Frida Kahlo: Mía's inspiration
Frida Kahlo: The inspiration of Mia
For Mia Reef Isla Mujeres Frida Kahlo is an inspiration since she genuinely presented herself to the world as a woman who loved her country deeply, and who always showed pride in being Mexican. Without a doubt, Frida is an artist who transcended history through her so genuine work.
Mexico is a unique country in the world, it is so rich in language, gastronomy, music, popular culture and art. Among the different expressions of Mexican art, a figure that stands out is that of the passionate Frida Kahlo, a Mexican painter with a life full of contradictions, struggle, love and lack of love. In her paintings, photographs and letters it is possible to find a reflection of her own life.
Frida Kahlo was born on July 6, 1907 in Coyoacán, Mexico City. And from an early age acquired the disease of polio from which other types of discomforts and injuries kept her bedridden. Frida’s childhood was not easy, it was really very lonely and without children’s games due to her motion limitation.
Painting beginnings
On September 17, 1925, Frida Kahlo traveled on a bus that was hit by a tram, it was crushed against a wall. Frida fractured several bones and her spine, so the artist remained prostrated in a bed in which she began to paint.

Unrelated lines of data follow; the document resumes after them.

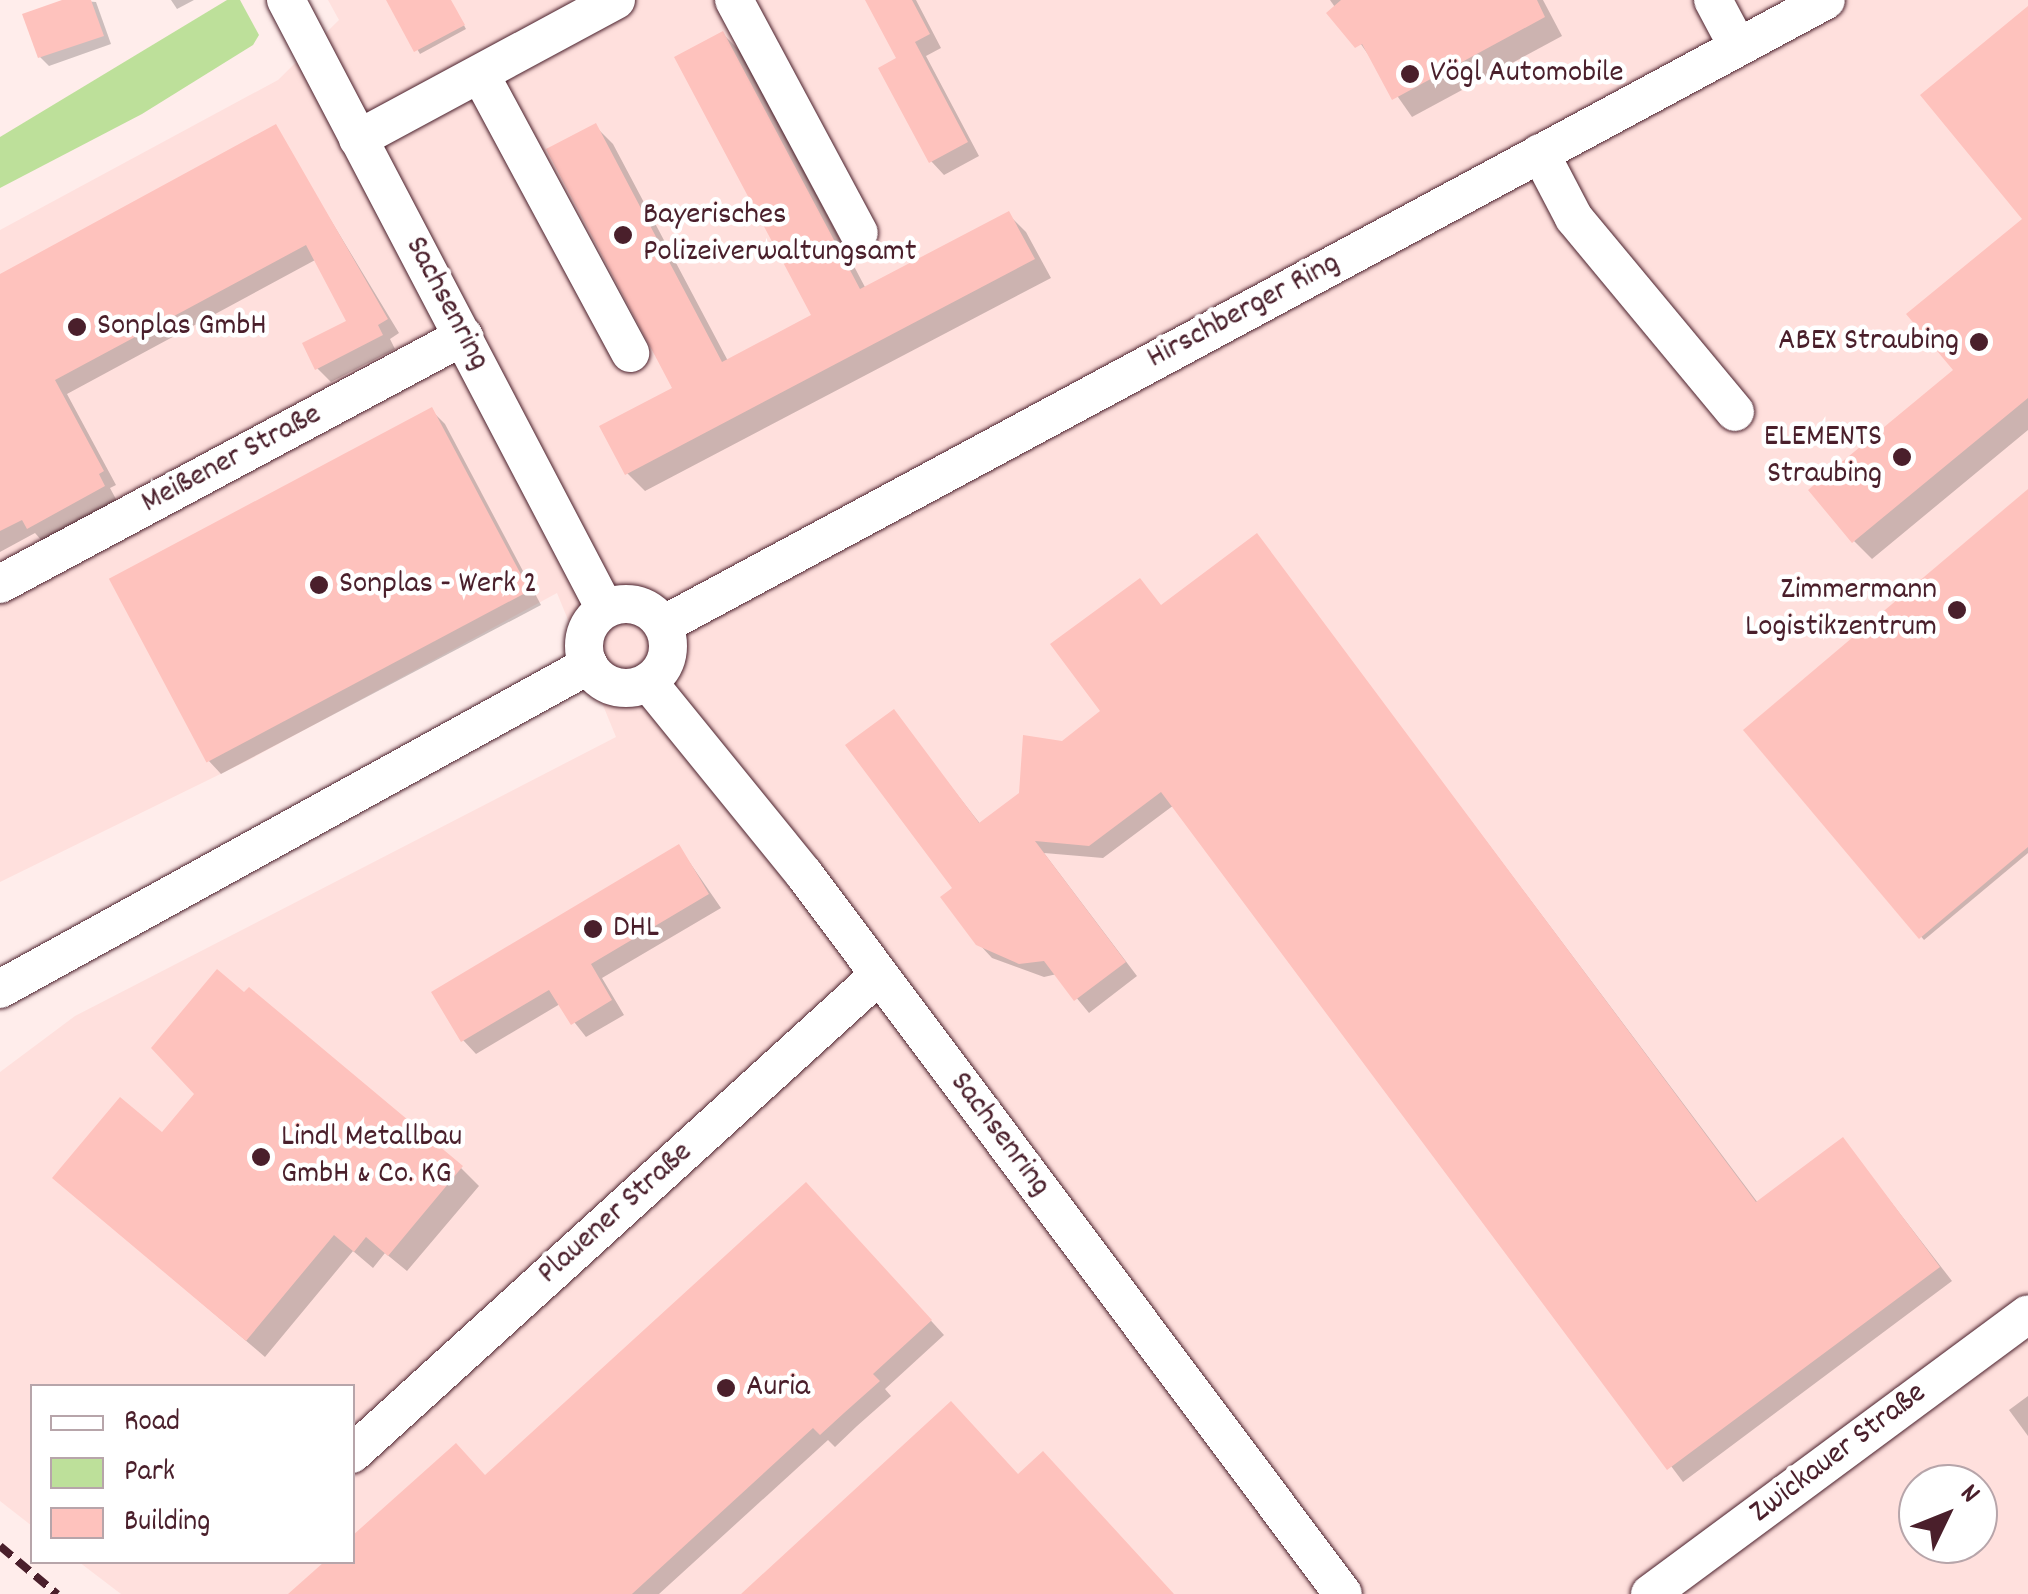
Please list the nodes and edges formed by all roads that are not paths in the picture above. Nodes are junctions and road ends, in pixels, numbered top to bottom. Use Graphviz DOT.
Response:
graph roads {
  1 [pos="286,0"];
  2 [pos="616,0"];
  3 [pos="734,0"];
  4 [pos="1714,0"];
  5 [pos="1826,0"];
  6 [pos="1738,47"];
  7 [pos="480,74"];
  8 [pos="358,138"];
  9 [pos="1540,154"];
  10 [pos="858,233"];
  11 [pos="464,336"];
  12 [pos="630,353"];
  13 [pos="1735,412"];
  14 [pos="0,584"];
  15 [pos="605,609"];
  16 [pos="663,625"];
  17 [pos="589,665"];
  18 [pos="648,682"];
  19 [pos="879,975"];
  20 [pos="0,989"];
  21 [pos="2028,1314"];
  22 [pos="355,1451"];
  23 [pos="1343,1594"];
  24 [pos="1650,1594"];
  1 -- 8 [label="street, Sachsenring"];
  2 -- 7 [label="street"];
  3 -- 10 [label="street"];
  4 -- 6 [label="street"];
  5 -- 6 [label="street, Hirschberger Ring"];
  6 -- 9 [label="street, Hirschberger Ring"];
  7 -- 8 [label="street"];
  7 -- 12 [label="street"];
  8 -- 11 [label="street, Sachsenring"];
  9 -- 13 [label="street"];
  9 -- 16 [label="street, Hirschberger Ring"];
  11 -- 14 [label="street, Meißener Straße"];
  11 -- 15 [label="street, Sachsenring"];
  15 -- 16 [label="street"];
  15 -- 17 [label="street"];
  16 -- 18 [label="street"];
  17 -- 18 [label="street"];
  17 -- 20 [label="street"];
  18 -- 19 [label="street, Sachsenring"];
  19 -- 22 [label="street, Plauener Straße"];
  19 -- 23 [label="street, Sachsenring"];
  21 -- 24 [label="street, Zwickauer Straße"];
}
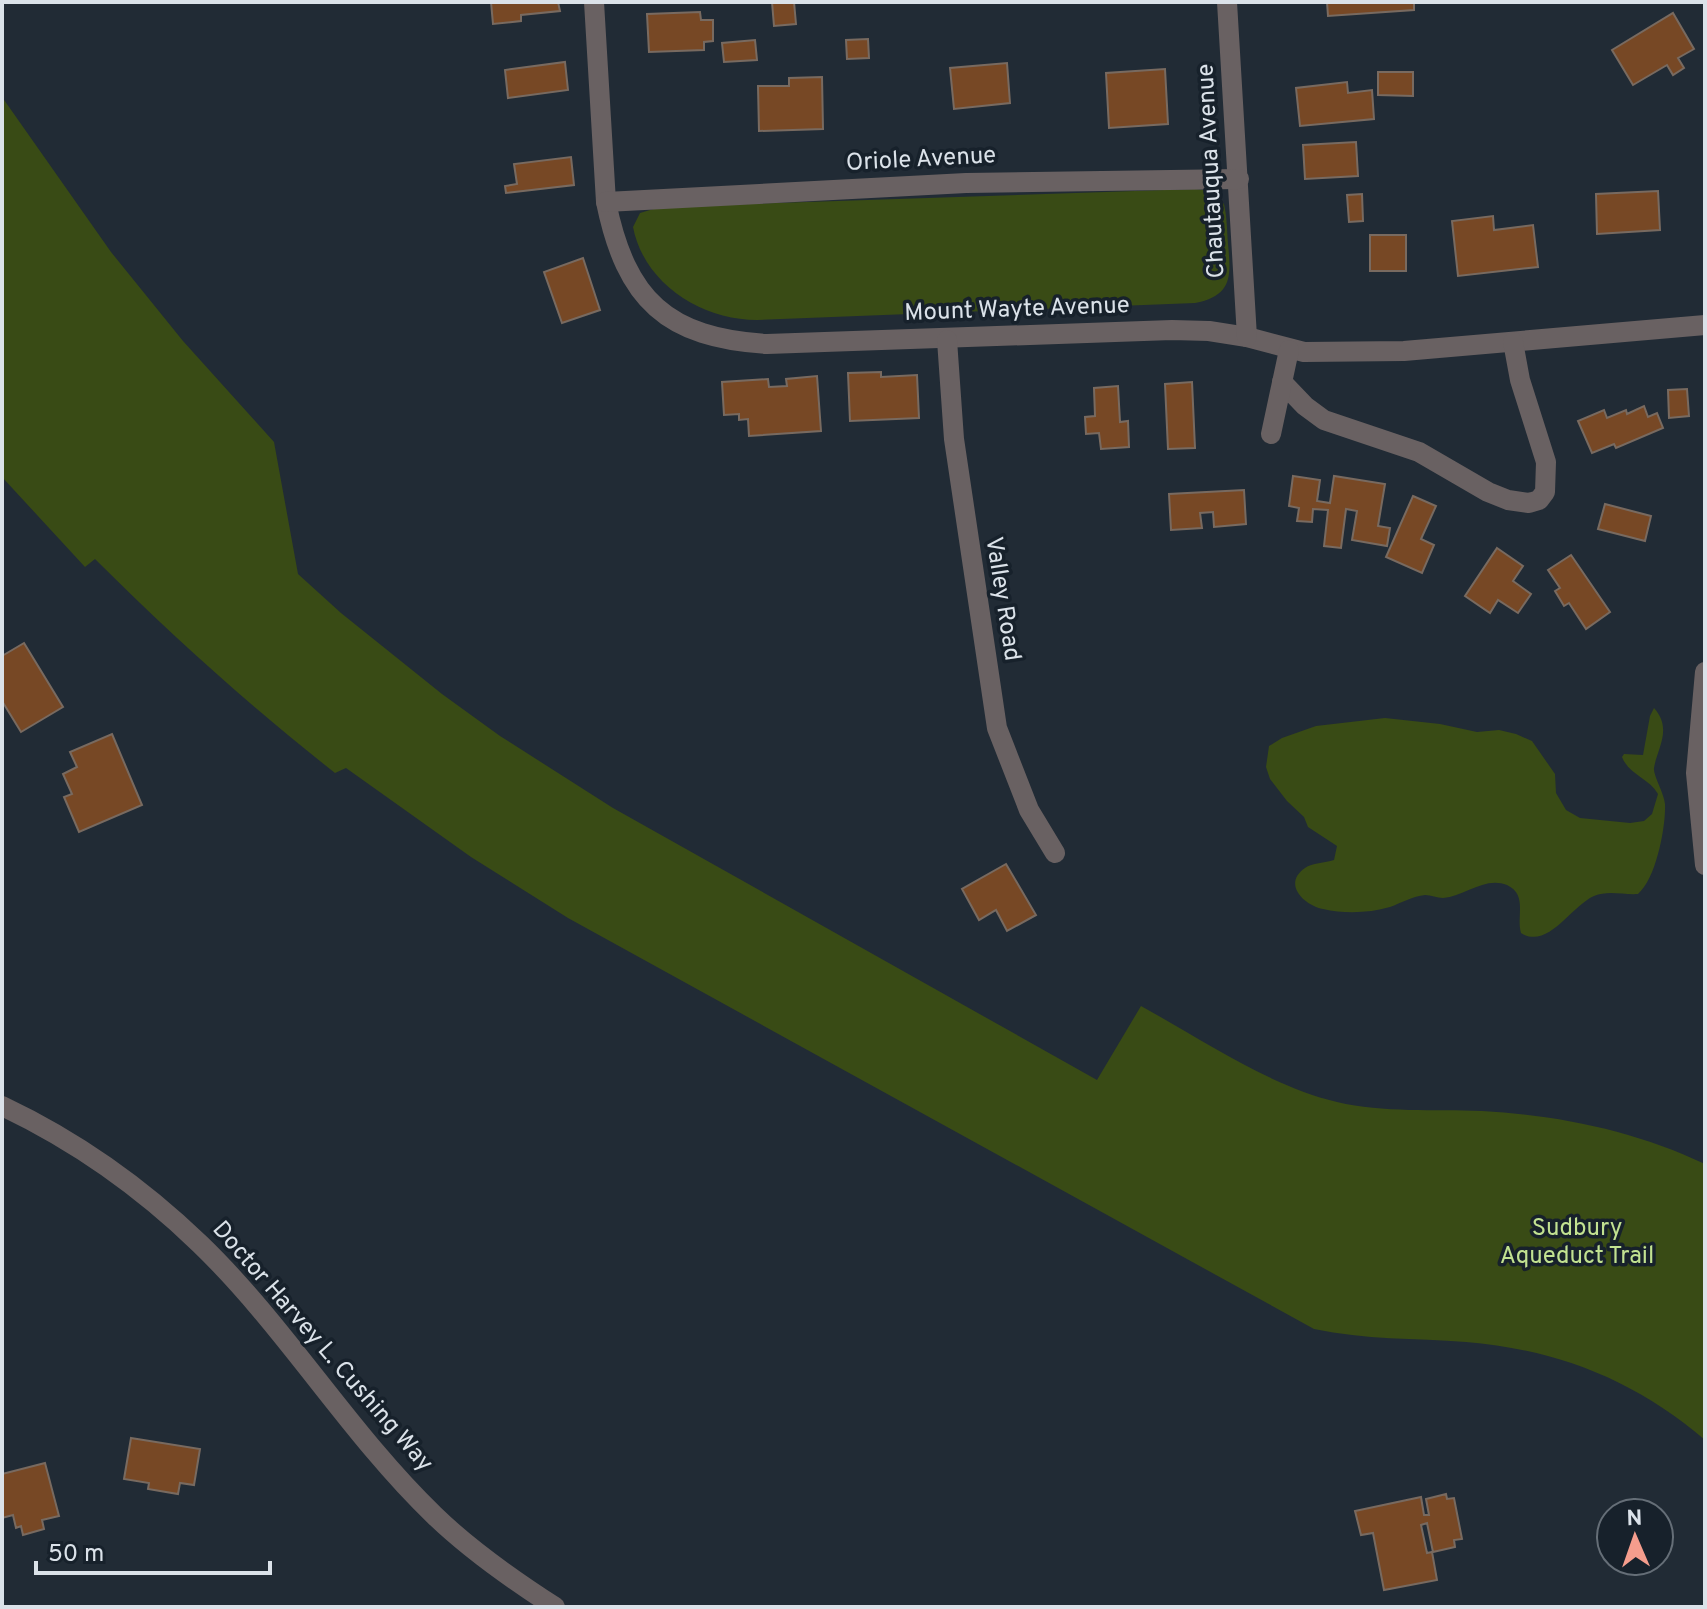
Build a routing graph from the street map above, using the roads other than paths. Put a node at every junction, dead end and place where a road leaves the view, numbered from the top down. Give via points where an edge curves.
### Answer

Frida Kahlo y Diego Rivera
In painting Frida Kahlo met love because of her friendship with photographer Tina Modotti, Frida was able to meet Diego Rivera who was impressed by her paintings and motive her to continue painting. In 1929 Diego Rivera and Frida Kahlo married, a relationship of love and indifference, of which several paintings were shaped. Frida accepted that in life she had had two accidents, the first on the bus and the second with Diego Rivera. Without a doubt, this marriage is one of the most controversial in the history of art in Mexico.
Surrealism or reality
Frida Kahlo came to be recognized as a surrealist painter of great talent by renowned painters of the time such as the Spanish Pablo Picasso, the French Marcel Duchamp and the French André Breton. Her paintings and self-portraits, although for many they showed an almost inexplicable surrealism, to Frida was only a reflection of herself, so she never accepted being surrealist, she declared “I only paint my own reality”.
Frida Kahlo, an icon of Mexican art
Frida Kahlo was an empathic person and sensitive to the environment around her. Frida was able to capture in her works the essence of Mexico, it's colors and the reality of the post-revolutionary era. So much that her art came to become a Mexican icon that achieved international recognition. Frida Kahlo came out of the adversity of her life through painting and became present in the world with her work; The Julien Levy Gallery, in New York (1938), the Galerie Renou et Colle, in Paris (1939), the Mexican Art Gallery of Inés Amor, in Mexico City (1940), were just some of the places that exhibited her paintings.